Thursday, April 27, 2006

What Americans won't do

According to the top-ranked man in the United States, there are jobs Americans just won't deign to. Apparently, such things as landscaping, construction, agriculture, hotel services, office administration, housecleaning, plumbing, child care, retail sales, and the like are suddenly considered beneath our dignity. We hear that only the 12-20 million or so persons in this country illegally, who fill up the bulk of said job vacancies, are willing to do the Hard Stuff. That established, so we are told, we must move to give privileged status to undocumented workers in appreciation of their relieving us of such servile, mundane tasks.

To think or do otherwise is to be ungrateful, uncompassionate, racist--and who wants that stigma?

I live in Salinas, California. Probably no other city in the USA has a higher concentration of residents lacking documentation. Local services strain under the load of caring for all these needy non-citizens. I will not say that many of them don't work hard. Of course they do. I understand, too, that there are those desperately seeking something better for themselves and their children than the unbearably corrupt, hopelessly dirty pits of despair they left behind in Mexico and other places.

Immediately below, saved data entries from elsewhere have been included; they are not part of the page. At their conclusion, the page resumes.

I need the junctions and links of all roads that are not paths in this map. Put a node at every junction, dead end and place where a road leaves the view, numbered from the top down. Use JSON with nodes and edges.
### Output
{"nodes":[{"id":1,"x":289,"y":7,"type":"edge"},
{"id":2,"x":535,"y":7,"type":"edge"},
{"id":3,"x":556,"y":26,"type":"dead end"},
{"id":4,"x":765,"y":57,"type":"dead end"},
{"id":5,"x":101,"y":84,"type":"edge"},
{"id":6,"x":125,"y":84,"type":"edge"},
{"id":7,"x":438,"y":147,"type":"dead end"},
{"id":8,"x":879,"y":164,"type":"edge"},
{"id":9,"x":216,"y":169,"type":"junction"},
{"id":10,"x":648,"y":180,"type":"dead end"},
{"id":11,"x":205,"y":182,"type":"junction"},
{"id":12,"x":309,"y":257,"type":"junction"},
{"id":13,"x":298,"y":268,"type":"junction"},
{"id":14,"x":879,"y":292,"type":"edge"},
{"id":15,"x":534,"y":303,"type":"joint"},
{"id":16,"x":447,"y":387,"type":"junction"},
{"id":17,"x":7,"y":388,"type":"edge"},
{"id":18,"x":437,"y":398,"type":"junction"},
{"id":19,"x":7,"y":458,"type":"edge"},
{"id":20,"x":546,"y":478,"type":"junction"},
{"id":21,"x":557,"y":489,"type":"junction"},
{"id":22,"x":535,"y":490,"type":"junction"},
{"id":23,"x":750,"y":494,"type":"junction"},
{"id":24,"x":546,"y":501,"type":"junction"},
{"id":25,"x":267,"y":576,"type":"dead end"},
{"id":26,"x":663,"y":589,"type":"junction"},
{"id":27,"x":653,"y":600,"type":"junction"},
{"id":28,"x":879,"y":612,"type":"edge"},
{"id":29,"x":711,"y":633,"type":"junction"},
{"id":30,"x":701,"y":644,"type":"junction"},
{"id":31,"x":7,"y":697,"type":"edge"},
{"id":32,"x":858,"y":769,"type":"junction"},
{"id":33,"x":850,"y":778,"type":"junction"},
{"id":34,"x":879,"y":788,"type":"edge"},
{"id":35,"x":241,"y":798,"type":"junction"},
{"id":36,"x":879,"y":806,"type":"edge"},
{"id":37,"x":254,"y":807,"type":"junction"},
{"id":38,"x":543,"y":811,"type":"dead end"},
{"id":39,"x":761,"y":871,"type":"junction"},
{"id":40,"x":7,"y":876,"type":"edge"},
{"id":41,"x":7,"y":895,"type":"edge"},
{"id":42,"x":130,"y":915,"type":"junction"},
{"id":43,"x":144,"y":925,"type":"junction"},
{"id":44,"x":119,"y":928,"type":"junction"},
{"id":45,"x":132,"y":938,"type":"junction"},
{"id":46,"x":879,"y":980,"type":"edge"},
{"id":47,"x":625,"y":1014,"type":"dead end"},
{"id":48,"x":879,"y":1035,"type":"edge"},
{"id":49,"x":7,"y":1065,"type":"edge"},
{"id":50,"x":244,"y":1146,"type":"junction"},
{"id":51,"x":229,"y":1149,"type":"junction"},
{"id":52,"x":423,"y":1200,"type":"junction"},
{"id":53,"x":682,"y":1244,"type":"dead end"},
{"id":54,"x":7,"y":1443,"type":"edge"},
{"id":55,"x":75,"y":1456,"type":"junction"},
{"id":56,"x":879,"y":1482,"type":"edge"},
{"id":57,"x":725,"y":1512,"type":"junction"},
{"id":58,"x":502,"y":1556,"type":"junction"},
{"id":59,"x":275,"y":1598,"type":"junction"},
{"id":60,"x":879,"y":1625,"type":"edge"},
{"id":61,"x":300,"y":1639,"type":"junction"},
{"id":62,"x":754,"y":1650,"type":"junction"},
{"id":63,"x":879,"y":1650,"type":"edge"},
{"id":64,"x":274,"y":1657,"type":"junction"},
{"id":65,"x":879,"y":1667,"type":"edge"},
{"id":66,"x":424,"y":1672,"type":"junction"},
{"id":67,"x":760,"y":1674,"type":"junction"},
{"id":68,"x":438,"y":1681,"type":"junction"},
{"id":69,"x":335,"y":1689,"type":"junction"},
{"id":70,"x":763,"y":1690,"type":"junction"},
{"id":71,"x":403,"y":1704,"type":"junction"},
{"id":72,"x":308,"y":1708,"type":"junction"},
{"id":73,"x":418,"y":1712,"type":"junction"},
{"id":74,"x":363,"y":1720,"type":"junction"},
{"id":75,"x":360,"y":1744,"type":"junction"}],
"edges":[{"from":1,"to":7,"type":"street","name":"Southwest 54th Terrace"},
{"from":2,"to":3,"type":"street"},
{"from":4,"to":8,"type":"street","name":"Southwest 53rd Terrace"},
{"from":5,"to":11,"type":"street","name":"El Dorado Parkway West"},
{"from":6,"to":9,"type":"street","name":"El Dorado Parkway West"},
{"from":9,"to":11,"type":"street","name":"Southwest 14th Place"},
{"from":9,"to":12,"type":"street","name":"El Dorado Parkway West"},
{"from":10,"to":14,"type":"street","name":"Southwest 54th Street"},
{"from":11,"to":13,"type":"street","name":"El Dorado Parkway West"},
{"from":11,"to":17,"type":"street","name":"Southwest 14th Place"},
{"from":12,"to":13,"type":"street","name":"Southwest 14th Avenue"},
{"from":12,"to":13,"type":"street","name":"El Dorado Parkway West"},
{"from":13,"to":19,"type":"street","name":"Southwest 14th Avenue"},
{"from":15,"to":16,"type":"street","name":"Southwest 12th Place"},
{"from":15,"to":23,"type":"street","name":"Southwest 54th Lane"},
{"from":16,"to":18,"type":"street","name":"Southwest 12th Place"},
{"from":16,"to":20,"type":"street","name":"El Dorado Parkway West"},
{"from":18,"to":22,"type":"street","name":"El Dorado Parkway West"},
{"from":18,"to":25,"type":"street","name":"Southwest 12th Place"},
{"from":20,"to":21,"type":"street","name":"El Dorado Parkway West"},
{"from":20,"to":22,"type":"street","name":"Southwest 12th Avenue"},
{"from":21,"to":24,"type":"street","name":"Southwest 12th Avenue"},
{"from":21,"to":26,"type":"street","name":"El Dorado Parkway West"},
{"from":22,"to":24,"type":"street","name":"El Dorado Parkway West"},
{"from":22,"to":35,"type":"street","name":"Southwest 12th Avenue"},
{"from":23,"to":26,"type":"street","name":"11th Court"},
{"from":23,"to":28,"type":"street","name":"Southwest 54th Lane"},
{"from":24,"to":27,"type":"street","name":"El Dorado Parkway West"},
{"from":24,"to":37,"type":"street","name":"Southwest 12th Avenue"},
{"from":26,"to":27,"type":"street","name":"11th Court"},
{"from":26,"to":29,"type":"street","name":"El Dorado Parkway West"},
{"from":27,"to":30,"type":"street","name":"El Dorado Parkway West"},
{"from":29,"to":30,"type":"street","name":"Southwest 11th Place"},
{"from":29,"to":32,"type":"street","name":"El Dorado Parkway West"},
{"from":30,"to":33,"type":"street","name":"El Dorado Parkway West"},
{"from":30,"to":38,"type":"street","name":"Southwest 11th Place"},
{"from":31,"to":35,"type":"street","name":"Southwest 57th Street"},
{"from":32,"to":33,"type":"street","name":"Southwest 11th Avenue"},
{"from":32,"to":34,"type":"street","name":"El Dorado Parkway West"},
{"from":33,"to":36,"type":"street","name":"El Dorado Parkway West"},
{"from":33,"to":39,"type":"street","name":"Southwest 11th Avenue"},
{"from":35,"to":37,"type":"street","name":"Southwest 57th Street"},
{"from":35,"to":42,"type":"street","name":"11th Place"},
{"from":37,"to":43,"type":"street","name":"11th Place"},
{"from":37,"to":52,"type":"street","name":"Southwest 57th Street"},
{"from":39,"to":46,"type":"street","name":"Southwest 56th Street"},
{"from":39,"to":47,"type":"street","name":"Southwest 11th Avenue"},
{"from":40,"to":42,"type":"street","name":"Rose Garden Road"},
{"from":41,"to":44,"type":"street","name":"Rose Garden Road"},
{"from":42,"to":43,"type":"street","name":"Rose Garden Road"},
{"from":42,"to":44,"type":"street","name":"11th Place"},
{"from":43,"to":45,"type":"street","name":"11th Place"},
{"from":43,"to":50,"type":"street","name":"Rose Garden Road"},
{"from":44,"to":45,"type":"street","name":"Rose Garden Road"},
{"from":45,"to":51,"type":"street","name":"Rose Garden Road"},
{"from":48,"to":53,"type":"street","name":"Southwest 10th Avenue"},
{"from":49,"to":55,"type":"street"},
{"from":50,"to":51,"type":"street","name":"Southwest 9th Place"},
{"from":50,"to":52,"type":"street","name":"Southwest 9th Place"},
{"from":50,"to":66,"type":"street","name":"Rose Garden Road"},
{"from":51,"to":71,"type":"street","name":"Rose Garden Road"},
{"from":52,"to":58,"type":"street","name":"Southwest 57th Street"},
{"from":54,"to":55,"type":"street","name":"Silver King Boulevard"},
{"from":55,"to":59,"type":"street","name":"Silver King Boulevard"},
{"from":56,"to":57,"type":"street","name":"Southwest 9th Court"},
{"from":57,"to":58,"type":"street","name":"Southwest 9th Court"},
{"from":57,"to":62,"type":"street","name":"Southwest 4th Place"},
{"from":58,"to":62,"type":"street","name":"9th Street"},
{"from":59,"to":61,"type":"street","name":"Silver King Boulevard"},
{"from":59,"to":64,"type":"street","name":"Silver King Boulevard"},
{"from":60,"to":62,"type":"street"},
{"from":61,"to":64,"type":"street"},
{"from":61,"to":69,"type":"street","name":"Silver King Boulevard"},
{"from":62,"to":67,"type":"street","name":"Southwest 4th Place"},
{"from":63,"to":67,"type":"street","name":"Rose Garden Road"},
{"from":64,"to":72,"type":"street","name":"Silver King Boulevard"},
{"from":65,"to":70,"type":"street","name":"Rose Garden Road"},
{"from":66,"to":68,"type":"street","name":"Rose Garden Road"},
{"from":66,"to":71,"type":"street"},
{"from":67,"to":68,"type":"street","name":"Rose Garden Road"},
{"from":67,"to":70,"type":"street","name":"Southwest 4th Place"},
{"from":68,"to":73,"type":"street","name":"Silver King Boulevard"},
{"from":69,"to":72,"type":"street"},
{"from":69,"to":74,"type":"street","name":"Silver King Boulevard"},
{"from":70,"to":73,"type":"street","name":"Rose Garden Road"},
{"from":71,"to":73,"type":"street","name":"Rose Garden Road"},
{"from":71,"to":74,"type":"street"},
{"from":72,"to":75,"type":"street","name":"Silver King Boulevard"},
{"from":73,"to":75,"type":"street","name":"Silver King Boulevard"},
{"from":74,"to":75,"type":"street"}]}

However, there are many jobs here for which I, a native-born, intelligent, willing American would be disqualified for one reason only: I am not fluent in Spanish. Even fast food joints favor Spanish speakers. Often, employers prefer people whose ability to communicate in the supposed language of the country in which they reside is sketchy at best; while otherwise willing applicants, as well or better qualified in other areas, are passed over because they don't speak Spanish. This is required not only get employment, but keep it. A couple of summers ago, I took an intensive Spanish introduction class just for my own enrichment. I was amazed at how many participants were in the program, until I was informed by one glum fellow student that he, like most of them, were teachers there under coercion from the school district. How many times is this story repeated in California, Arizona, New Mexico, Colorado, and other states?

What Americans won't do, seemingly, is the difficult task of maintaining our borders, enforcing our laws, requiring the learning of our language, and holding our elected officials to their promises of defending our Constitution.

Politicians are obviously less concerned with the likes of the average American than the delicious Twofer offered by the current move to make mass illegals into mass quasi-citizens with a swoop of the Presidential hand: the prospect of a permanent servant underclass is too strong to pass up for the greedy on the right side of the aisle, the succulent plum of millions of easily manipulated new voters too enticing for the Left.

Meanwhile, Americans will do whatever needs done. We just need to stop being told that because we don't speak a different language, or want more than $3.75 an hour, we can't do them.